__THE TASK__:
Each line that has the string "highway" must be copied from the records below.

__MATERIAL TO PROCESS__:
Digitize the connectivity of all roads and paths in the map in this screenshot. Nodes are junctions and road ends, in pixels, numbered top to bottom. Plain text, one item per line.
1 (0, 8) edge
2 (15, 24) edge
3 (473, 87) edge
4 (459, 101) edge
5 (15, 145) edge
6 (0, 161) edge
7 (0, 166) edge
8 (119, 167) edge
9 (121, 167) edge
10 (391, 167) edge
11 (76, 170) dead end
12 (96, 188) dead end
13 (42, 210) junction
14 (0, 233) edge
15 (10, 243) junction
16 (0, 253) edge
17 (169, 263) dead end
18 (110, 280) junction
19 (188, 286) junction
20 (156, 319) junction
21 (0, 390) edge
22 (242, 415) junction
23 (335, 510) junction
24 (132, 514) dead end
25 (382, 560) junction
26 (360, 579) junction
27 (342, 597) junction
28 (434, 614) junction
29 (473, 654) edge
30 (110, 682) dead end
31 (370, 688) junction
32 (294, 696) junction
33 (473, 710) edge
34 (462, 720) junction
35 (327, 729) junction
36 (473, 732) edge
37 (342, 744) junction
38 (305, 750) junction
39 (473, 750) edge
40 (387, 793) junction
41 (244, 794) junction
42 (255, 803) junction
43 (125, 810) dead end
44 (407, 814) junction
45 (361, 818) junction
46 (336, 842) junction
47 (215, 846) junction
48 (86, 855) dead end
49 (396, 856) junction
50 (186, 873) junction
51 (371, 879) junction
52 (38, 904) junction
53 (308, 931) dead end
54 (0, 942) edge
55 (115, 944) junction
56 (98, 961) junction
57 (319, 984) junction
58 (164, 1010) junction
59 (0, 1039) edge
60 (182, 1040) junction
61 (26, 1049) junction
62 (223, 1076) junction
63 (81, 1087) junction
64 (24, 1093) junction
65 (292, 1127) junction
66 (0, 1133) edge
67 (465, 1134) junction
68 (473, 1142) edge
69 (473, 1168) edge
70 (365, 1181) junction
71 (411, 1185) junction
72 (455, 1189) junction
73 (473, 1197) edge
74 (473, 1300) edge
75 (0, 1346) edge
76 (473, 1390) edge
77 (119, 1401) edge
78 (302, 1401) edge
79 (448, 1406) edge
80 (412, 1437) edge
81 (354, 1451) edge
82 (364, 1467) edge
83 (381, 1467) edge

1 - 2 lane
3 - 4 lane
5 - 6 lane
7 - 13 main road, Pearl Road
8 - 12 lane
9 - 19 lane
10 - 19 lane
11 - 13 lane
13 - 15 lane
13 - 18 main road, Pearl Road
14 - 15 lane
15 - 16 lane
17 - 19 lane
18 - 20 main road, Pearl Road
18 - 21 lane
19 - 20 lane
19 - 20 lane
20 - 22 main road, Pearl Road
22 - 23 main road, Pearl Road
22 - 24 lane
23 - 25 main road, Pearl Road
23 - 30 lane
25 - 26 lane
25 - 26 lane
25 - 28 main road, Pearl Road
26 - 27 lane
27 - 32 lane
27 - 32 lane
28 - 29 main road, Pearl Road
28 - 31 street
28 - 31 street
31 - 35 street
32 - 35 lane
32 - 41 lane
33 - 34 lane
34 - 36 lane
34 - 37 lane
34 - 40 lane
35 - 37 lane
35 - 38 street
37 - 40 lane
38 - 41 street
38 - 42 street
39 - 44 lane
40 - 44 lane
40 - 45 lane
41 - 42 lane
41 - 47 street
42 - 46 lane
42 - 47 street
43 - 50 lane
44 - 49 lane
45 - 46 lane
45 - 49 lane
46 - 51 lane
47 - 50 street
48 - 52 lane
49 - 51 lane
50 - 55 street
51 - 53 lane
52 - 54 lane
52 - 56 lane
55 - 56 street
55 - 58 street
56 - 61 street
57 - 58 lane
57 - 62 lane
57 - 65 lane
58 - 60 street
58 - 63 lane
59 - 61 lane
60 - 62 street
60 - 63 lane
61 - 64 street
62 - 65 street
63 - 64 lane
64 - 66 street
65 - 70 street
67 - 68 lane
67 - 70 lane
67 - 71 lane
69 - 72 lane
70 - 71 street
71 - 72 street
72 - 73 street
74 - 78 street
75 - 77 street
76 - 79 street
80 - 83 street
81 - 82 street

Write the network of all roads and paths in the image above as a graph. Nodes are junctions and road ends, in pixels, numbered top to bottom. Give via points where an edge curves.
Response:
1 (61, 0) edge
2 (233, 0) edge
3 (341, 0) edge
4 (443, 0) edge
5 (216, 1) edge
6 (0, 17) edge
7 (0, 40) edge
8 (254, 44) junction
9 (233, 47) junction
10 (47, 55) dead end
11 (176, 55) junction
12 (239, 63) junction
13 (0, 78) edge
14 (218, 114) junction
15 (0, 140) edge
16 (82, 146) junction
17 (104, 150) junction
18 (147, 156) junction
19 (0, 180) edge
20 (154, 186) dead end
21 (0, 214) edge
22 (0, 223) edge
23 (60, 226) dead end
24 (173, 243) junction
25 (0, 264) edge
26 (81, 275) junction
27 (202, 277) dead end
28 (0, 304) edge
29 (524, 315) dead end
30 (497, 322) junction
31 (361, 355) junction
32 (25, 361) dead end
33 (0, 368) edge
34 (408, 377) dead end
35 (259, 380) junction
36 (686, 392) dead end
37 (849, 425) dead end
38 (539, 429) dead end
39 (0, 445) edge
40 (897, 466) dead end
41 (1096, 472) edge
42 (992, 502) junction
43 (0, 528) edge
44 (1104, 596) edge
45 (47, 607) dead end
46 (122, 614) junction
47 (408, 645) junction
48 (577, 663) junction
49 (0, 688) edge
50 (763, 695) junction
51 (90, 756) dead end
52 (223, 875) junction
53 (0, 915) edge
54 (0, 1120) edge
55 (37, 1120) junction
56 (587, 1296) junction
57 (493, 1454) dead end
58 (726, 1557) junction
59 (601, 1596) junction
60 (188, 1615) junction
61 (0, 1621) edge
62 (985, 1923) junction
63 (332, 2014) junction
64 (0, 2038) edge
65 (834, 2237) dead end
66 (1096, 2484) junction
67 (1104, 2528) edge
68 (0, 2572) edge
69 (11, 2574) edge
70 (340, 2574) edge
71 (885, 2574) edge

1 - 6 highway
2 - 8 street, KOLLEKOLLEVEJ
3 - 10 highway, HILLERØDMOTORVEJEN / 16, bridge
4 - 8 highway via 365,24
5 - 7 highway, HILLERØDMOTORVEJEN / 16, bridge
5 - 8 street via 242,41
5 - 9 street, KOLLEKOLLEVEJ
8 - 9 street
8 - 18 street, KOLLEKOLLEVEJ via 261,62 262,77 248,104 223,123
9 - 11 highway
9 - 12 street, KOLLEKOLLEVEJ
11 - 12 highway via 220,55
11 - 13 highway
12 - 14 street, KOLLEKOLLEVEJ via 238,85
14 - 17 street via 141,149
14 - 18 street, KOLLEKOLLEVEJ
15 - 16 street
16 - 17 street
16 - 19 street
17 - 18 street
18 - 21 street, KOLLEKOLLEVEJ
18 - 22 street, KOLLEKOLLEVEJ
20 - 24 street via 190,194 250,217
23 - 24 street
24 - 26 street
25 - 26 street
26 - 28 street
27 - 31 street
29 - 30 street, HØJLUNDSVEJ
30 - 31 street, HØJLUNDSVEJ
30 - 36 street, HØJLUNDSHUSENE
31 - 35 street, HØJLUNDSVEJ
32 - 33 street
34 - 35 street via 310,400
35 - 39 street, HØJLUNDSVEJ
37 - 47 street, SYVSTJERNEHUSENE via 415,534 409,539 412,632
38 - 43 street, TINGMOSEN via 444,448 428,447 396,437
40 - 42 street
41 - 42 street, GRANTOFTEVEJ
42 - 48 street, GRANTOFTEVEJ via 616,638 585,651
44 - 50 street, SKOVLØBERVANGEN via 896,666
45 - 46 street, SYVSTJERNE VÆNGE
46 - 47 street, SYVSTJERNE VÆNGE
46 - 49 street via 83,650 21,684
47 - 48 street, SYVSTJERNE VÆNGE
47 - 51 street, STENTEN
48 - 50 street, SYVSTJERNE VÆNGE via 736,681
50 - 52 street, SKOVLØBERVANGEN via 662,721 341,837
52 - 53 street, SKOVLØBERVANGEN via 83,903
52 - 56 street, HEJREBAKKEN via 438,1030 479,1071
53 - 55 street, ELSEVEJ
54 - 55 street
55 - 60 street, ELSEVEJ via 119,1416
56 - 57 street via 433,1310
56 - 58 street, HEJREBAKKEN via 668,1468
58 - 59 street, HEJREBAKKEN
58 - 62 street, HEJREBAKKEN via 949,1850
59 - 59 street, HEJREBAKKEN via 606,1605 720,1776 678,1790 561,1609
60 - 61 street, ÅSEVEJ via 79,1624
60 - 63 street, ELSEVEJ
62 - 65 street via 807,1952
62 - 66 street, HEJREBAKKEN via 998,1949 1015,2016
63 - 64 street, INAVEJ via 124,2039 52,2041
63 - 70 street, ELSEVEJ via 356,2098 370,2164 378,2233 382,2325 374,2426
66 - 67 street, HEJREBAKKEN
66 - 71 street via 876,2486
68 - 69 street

__ANSWER BOX__:
1 - 6 highway
3 - 10 highway, HILLERØDMOTORVEJEN / 16, bridge
4 - 8 highway via 365,24
5 - 7 highway, HILLERØDMOTORVEJEN / 16, bridge
9 - 11 highway
11 - 12 highway via 220,55
11 - 13 highway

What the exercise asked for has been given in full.